Taken together, these findings suggest a mechanistic model of disc morphogenesis summarized in Fig. 6. In this model, the formation of each new disc is initiated by Arp2/3-dependent actin polymerization, which pushes the ciliary plasma membrane away from the axoneme to form an evaginating membrane structure called a “lip” in early literature (9) (Fig. 6A, steps 1 and 2). The actin network is then disassembled but the lip is not retracted (as in the case of most other actin-mediated protrusions) and is instead flattened and transitioned into a bona fide nascent disc (Fig. 6A, steps 3 and 4). This nascent disc keeps elongating, as proteins and lipids continue to be delivered through the connecting cilium, until it reaches its final diameter and ultimately encloses inside the outer segment. Prevention of actin polymerization, either by cytochalasin D or Arp2/3 knockout, does not allow a new lip to form, and, therefore, no further discs can be produced. Yet, the influx of outer segment membrane material persists, causing uncontrolled elongation of nascent discs. The degree of membrane elongation and the shape of the resulting structures are determined by how long this defect persists (Fig. 6B).
Fig. 6.
Schematic representation of the Arp2/3-dependent mechanism of disc formation. (A) Cartoon depicting the 4 sequential steps in which the formation of a nascent disc is initiated. In step 1, Arp2/3-nucleated actin polymerization pushes the ciliary plasma membrane outward to initiate a membrane evagination. In step 2, actin polymerization continues until reaching a fully formed membrane protrusion (the “lip”). In step 3, the actin network within the lip is disassembled, allowing the membrane protrusion to flatten. In step 4, actin is completely retracted, yielding a fully flattened disc. This nascent disc subsequently elongates until it reaches the final outer segment diameter and is enclosed inside the outer segment. Once actin is retracted, the cycle repeats. (B) Cartoon illustrating the phenotypes of rod photoreceptors with actin polymerization disrupted by either cytochalasin D treatment or ArpC3 knockout. Both approaches completely halt the initiation of disc formation described in A, but permit elongation of preexisting nascent discs through the continued delivery of membrane material. In the case of cytochalasin D treatment or in young ArpC3−/− mice in which disc initiation is halted for a relatively short time, outer segments contain both normal disc stacks and outgrowth of nascent disc membranes.
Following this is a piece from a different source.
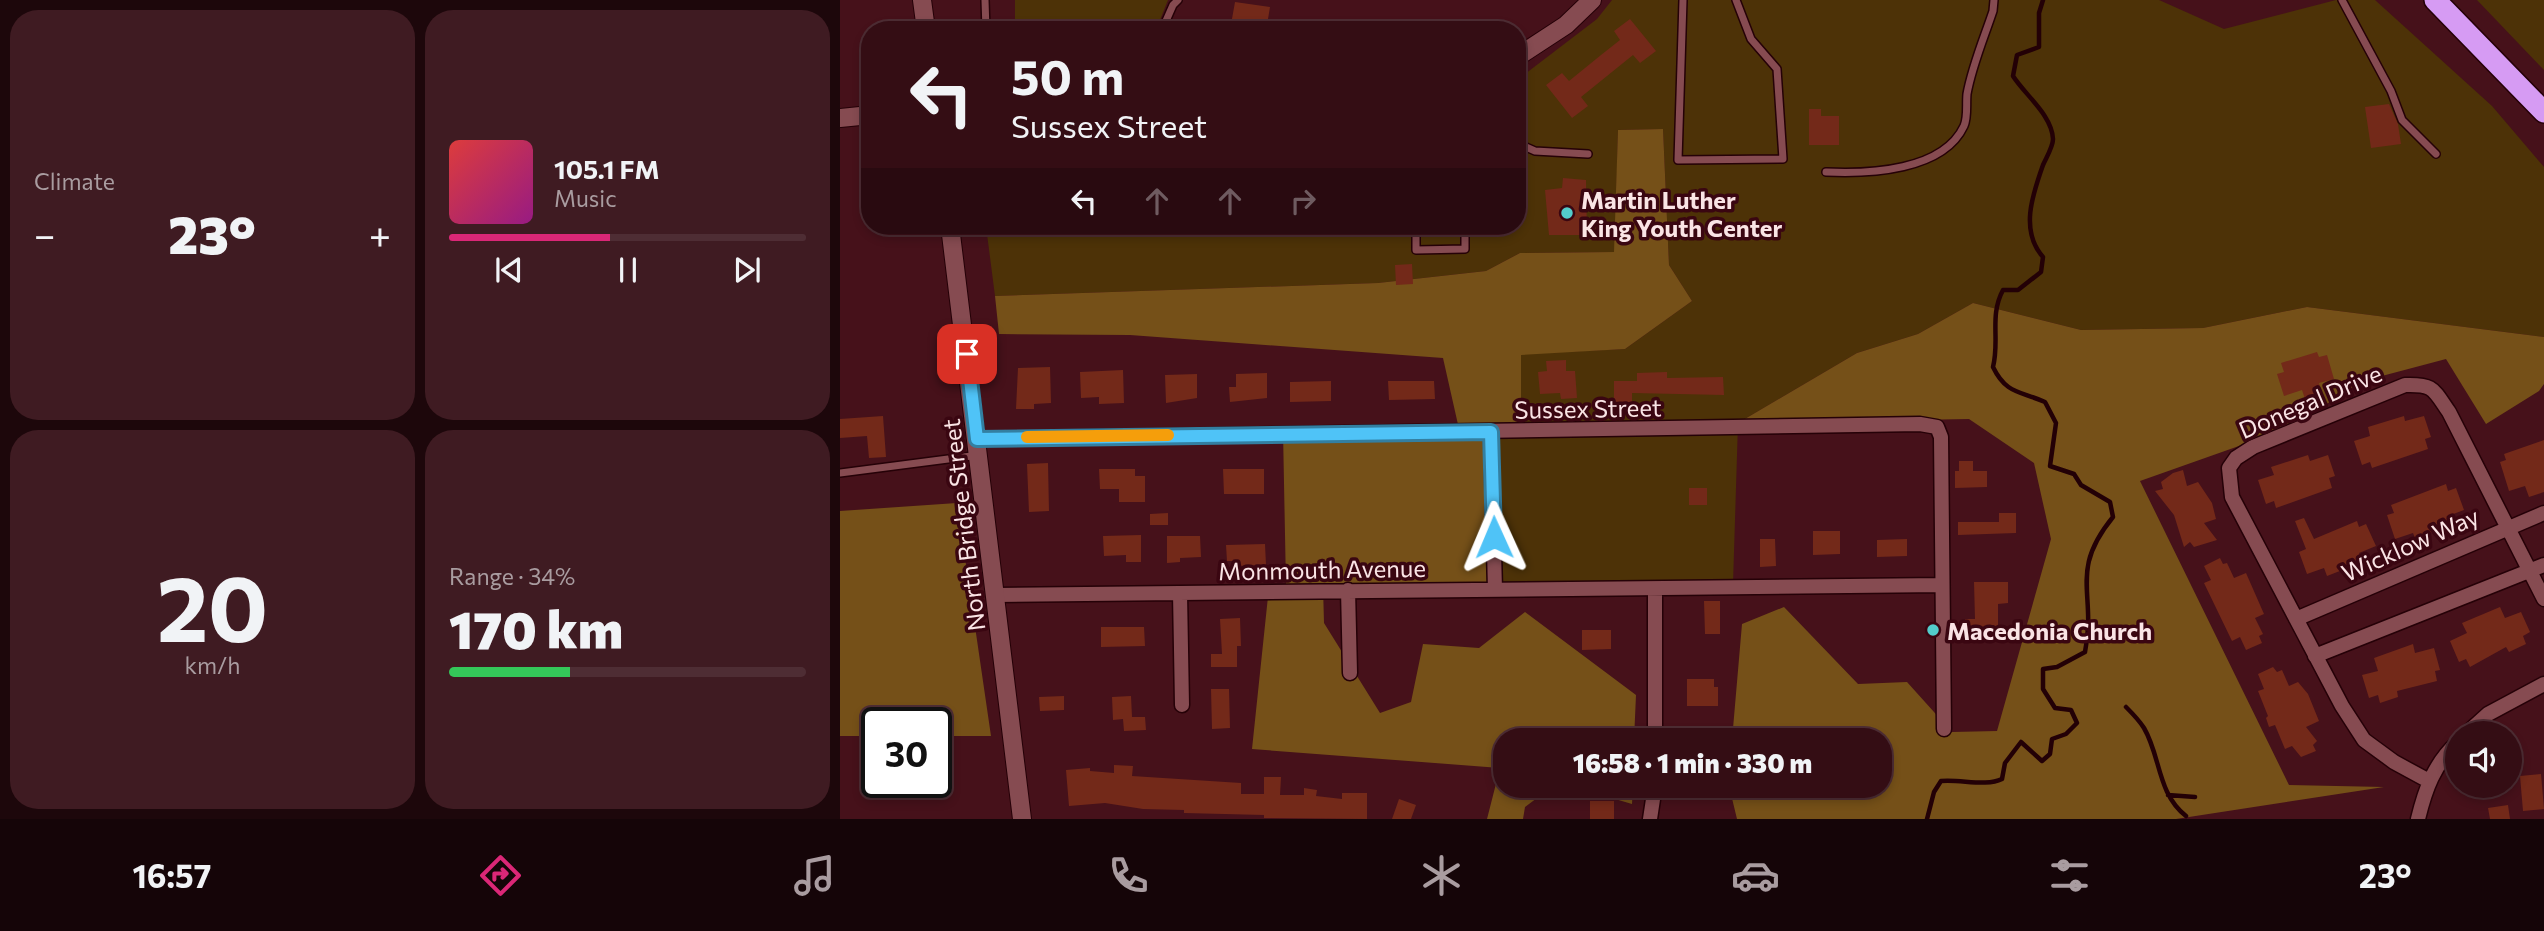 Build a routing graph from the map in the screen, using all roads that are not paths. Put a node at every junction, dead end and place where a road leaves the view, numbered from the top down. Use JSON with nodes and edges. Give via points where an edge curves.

In older ArpC3−/− mice, the nascent disc membrane outgrowth has continued for a long time, resulting in the formation of massive membrane whorls. Note that the cartoon “lip” in A and B is exaggerated in size to aid the illustration of the model.
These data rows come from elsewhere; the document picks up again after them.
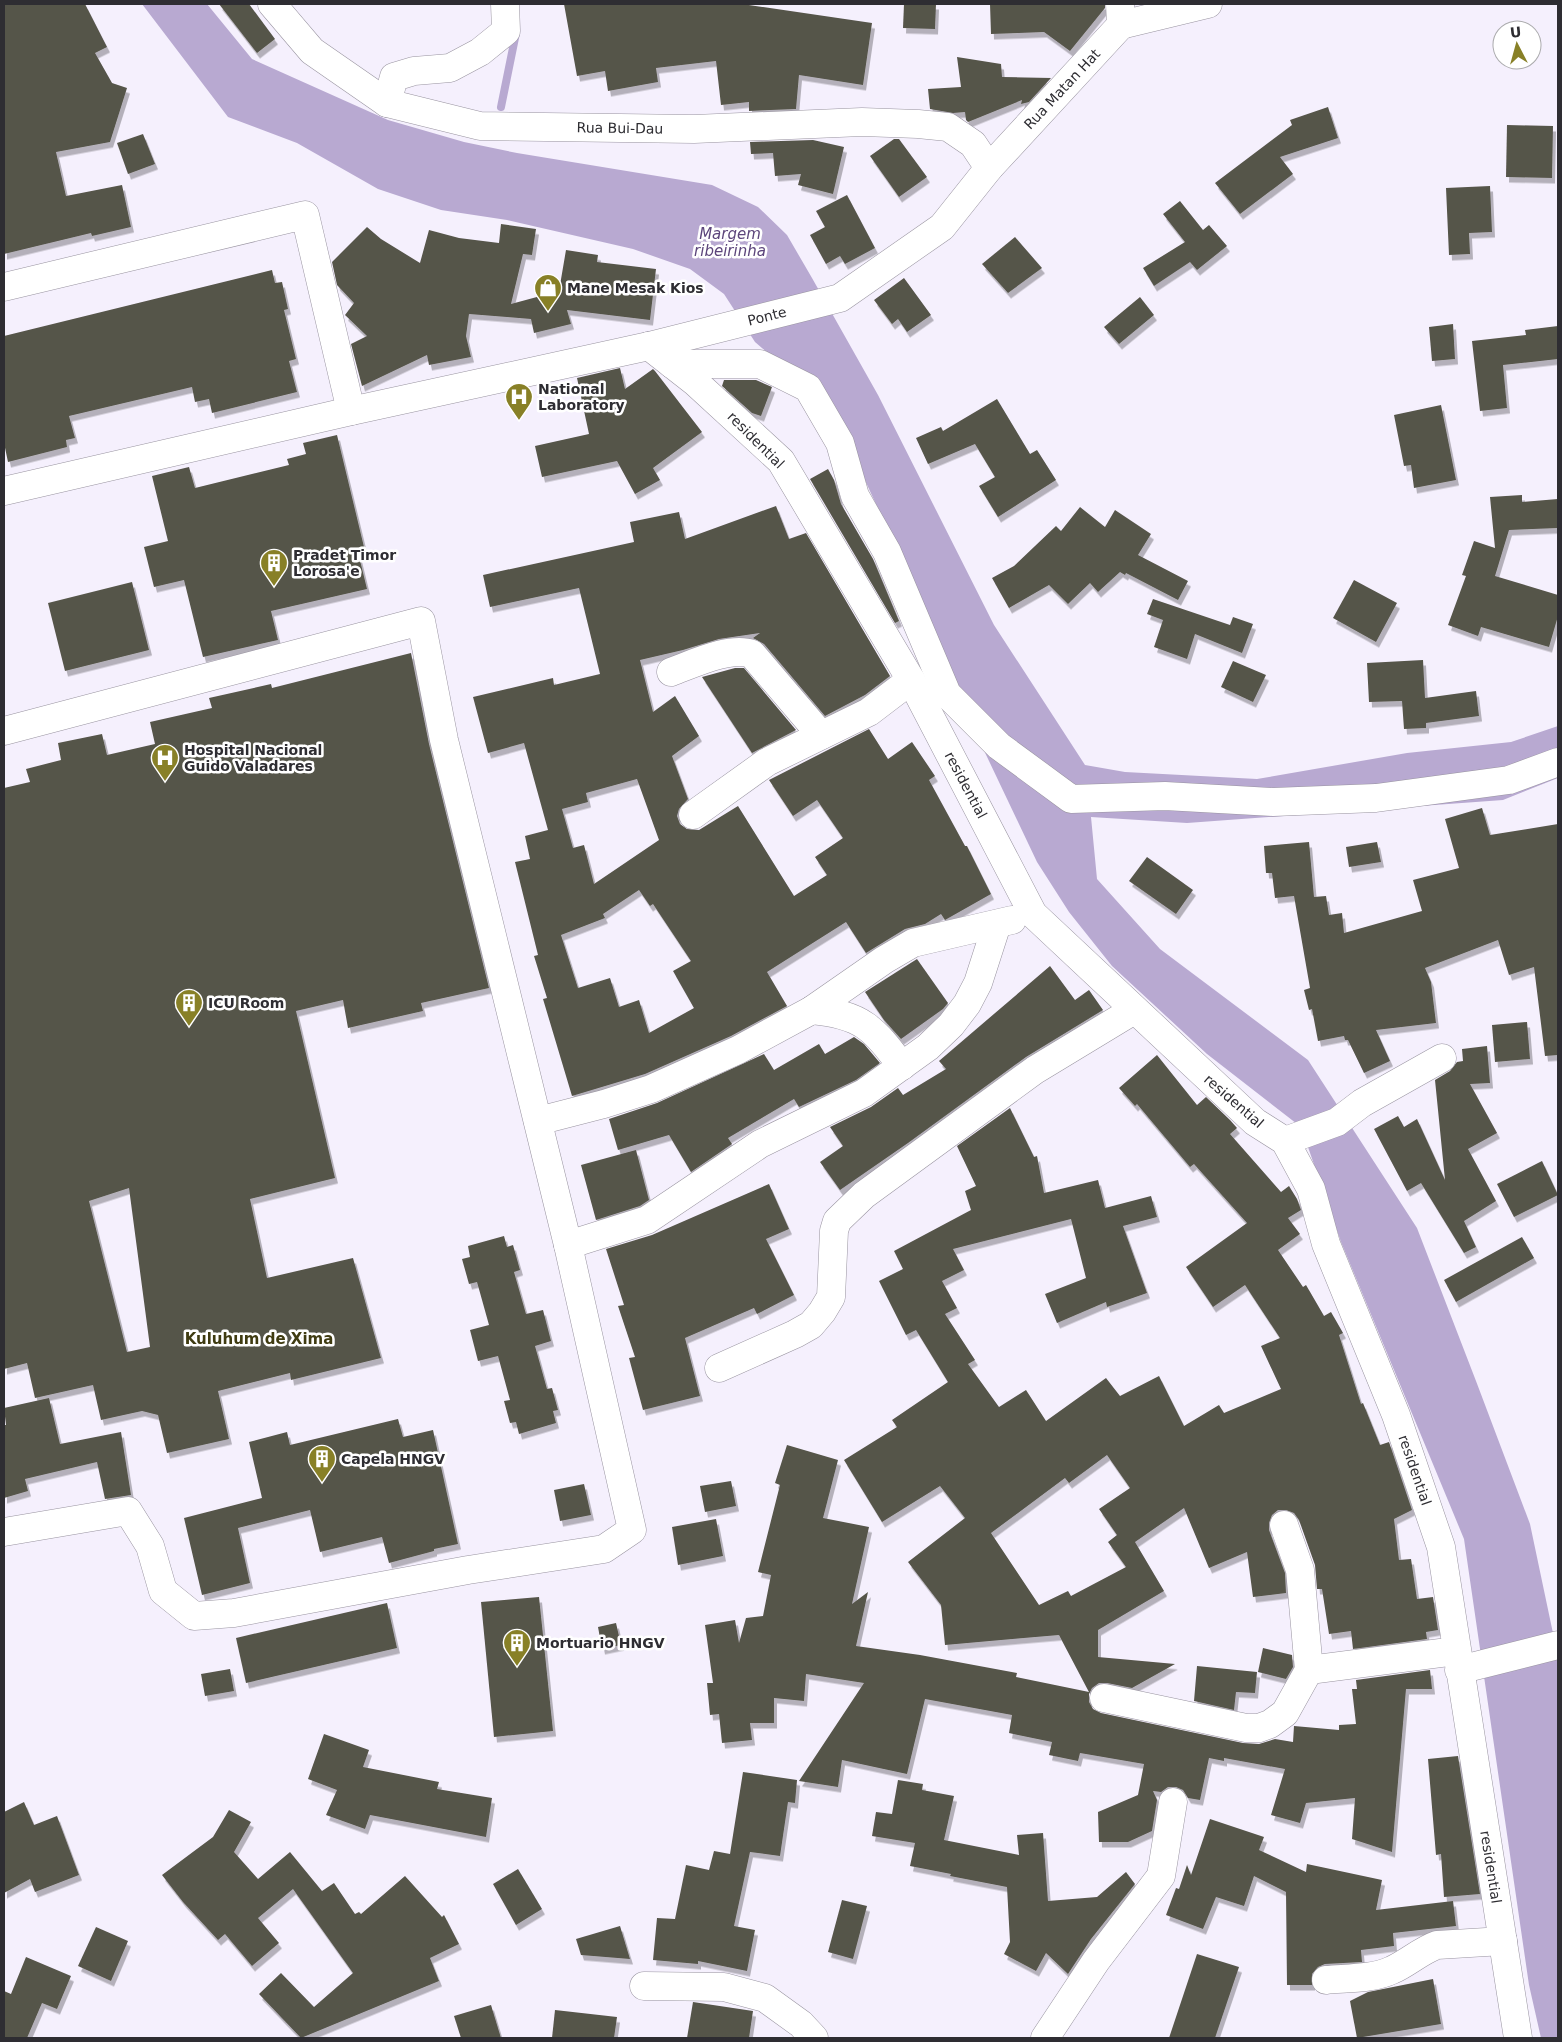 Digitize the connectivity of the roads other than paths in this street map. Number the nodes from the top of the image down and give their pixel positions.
1 (272, 4) edge
2 (505, 4) edge
3 (1208, 4) edge
4 (1121, 14) edge
5 (387, 103) junction
6 (989, 168) junction
7 (4, 287) edge
8 (840, 298) joint
9 (649, 346) junction
10 (672, 364) junction
11 (352, 411) junction
12 (4, 491) edge
13 (671, 672) dead end
14 (911, 680) junction
15 (4, 731) edge
16 (821, 735) junction
17 (1558, 762) edge
18 (693, 815) dead end
19 (1033, 914) junction
20 (997, 924) junction
21 (812, 1010) junction
22 (1134, 1010) junction
23 (1442, 1058) dead end
24 (902, 1066) junction
25 (538, 1121) junction
26 (1285, 1141) junction
27 (568, 1245) junction
28 (719, 1368) dead end
29 (1284, 1526) dead end
30 (4, 1532) edge
31 (1558, 1644) edge
32 (1464, 1662) junction
33 (1308, 1670) junction
34 (1104, 1698) dead end
35 (1173, 1802) dead end
36 (1502, 1941) junction
37 (1326, 1980) dead end
38 (644, 1986) dead end
39 (814, 2038) edge
40 (1045, 2038) edge
41 (1518, 2038) edge

1 - 5 street, Rua Bui-Dau
2 - 5 street
3 - 4 street
4 - 6 street, Rua Matan Hat
5 - 6 street, Rua Bui-Dau
6 - 8 street, Rua Matan Hat
7 - 11 street
8 - 9 street, Ponte
9 - 10 street, residential
9 - 11 street, Ponte
10 - 14 street, residential
10 - 17 street
11 - 12 street, Ponte
13 - 16 street
14 - 16 street
14 - 19 street, residential
15 - 25 street
16 - 18 street
19 - 20 street
19 - 22 street, residential
20 - 21 street
20 - 24 street
21 - 24 street
21 - 25 street
22 - 26 street, residential
22 - 28 street
23 - 26 street
24 - 27 street
25 - 27 street
26 - 32 street, residential
27 - 30 street
29 - 33 street
31 - 32 street
32 - 33 street
32 - 36 street, residential
33 - 34 street
35 - 40 street
36 - 37 street
36 - 41 street, residential
38 - 39 street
Another important point of this study is that our proteome contains candidates that could be implicated in nearly all stages of the lifecycle of a lip (Table 1). Perhaps most importantly, we identified Wasf3, a member of the WASP family of proteins, which are essential for the activation of the Arp2/3 complex (37). Also potentially upstream of Arp2/3 is RhoA, a key regulator of actin dynamics (17) that may contribute to determining when and where this cycle begins. Filament capping, which controls the size and shape of the expanding F-actin network, may involve CapZα/β. The disassembly of this network, allowing the transitioning from a lip to a nascent disc, may engage cofilin 1, destrin (aka actin depolymerization factor), and/or WD repeat-containing protein 1. Our proteome also contains 2 α-actinins and 4 myosins, which may be needed for actin cross-linking and actomyosin contractility, respectively. Some of these candidates have already been shown to be localized at the site of new disc formation [e.g., α-actinin (38), myosin II (39), and myosin VIIa (40)] or linked to photoreceptor defects [myosin VI (41), myosin VIIa (42), and PCARE (43)]. We should stress, however, that the involvement of each of these candidate proteins in making new discs would require direct experimental validation, and some proteins involved in this process may be missing from our proteome; for example, we do not identify nudC, a cofilin 1 interacting protein shown to regulate actin dynamics whose knockdown displays a complex phenotype including a pattern of overgrown nascent discs (44).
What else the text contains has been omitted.